On shortwave, Irish radio began to broadcast again for an hour each day, and on Vanuatu in the Pacific, a shortwave transmitter came back on the air. A station called Super Radio Dios del Amor began to be heard. This station was the successor to Radio Tupi in Curitiba. Despite comments by the management of the Voice of America and the BBC that broadcasts on shortwave were not necessary, the two stations created new programs for the Caucusus, and Radio Liberty began a special program called "The Eco of the Caucuses."
Almost all international stations abandoned the new spectrum assigned to radio amateurs from 7100 to 7200 kHz, in which two exotic transmitters from Guinea and Somalia began to operate on 7125 and 7145 kHz, respectively. In July of 2009 the BBC carried out experimental transmissions to Antarctica. On Nov. 14 the traditional annual broadcast of Radio Saint Helena took place in the Atlantic. The program was heard by few listeners due to low solar activity.
A new Christian station from the United States, WJHR, began experimental transmissions on shortwave. In April 2009 to mark the Resurrection of Our Lord Jesus Christ, the KBC broadcast from the Netherlands a special series of musical programs. The 25th of April was officially proclaimed for U.S. stations Willis Conover Day, the presenter and host of a program dedicated to world jazz in the 20th Century [on the VOA]. Another legendary radio program, "Happy Station," broadcast from 1925 to 1995, interrupted during the Second World War years, via Radio Netherlands, was re-established and began to broadcast on shortwave from Radio Miami in the U.S.

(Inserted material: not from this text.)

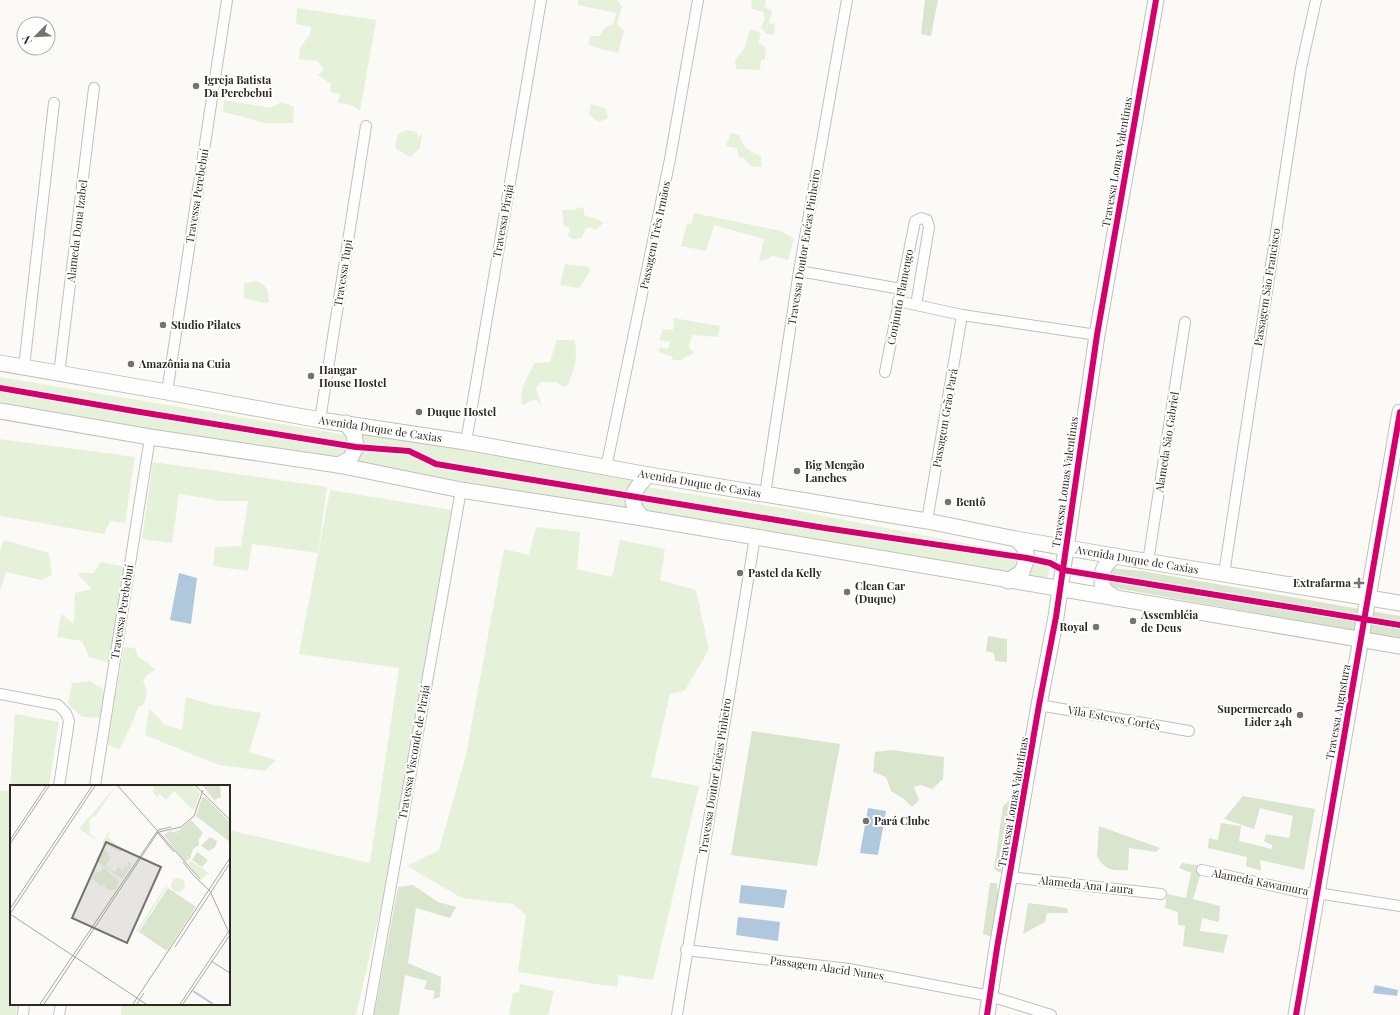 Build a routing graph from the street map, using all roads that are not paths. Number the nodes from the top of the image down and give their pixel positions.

In 2009 a large number of political programs came on the air destined for countries like Zimbabwe, North Korea, Ethiopia, Eritrea and Madagascar, and broadcast by transmitters located in Germany, Japan and the United Arab Emirates, among other countries. The year 2009 will be remembered also for the strikes at two important radio organizations, one in France and other in India. The events at Radio France International began at the start of 2009 after it was learned that authorities planned to shut down some of the overseas broadcasts.
During the solar eclipse of April 26th, anomalies in shortwave broadcasting were noted, typical for that phenomenon. The year 2009 will also be remembered for the closure of Radio Vilnius and Radio Ratia in Lithuania, Radio Center in Latvia, Radio Peace for Afghanistan, Radio Star from Liberia, the Radio Reading Service of New Zealand and Radio Vlaanderen in Belgium. Dec. 31, 2009 was the last day of transmission on shortwave for Radio Austria and the Radio of the French-speaking Community of Belgium.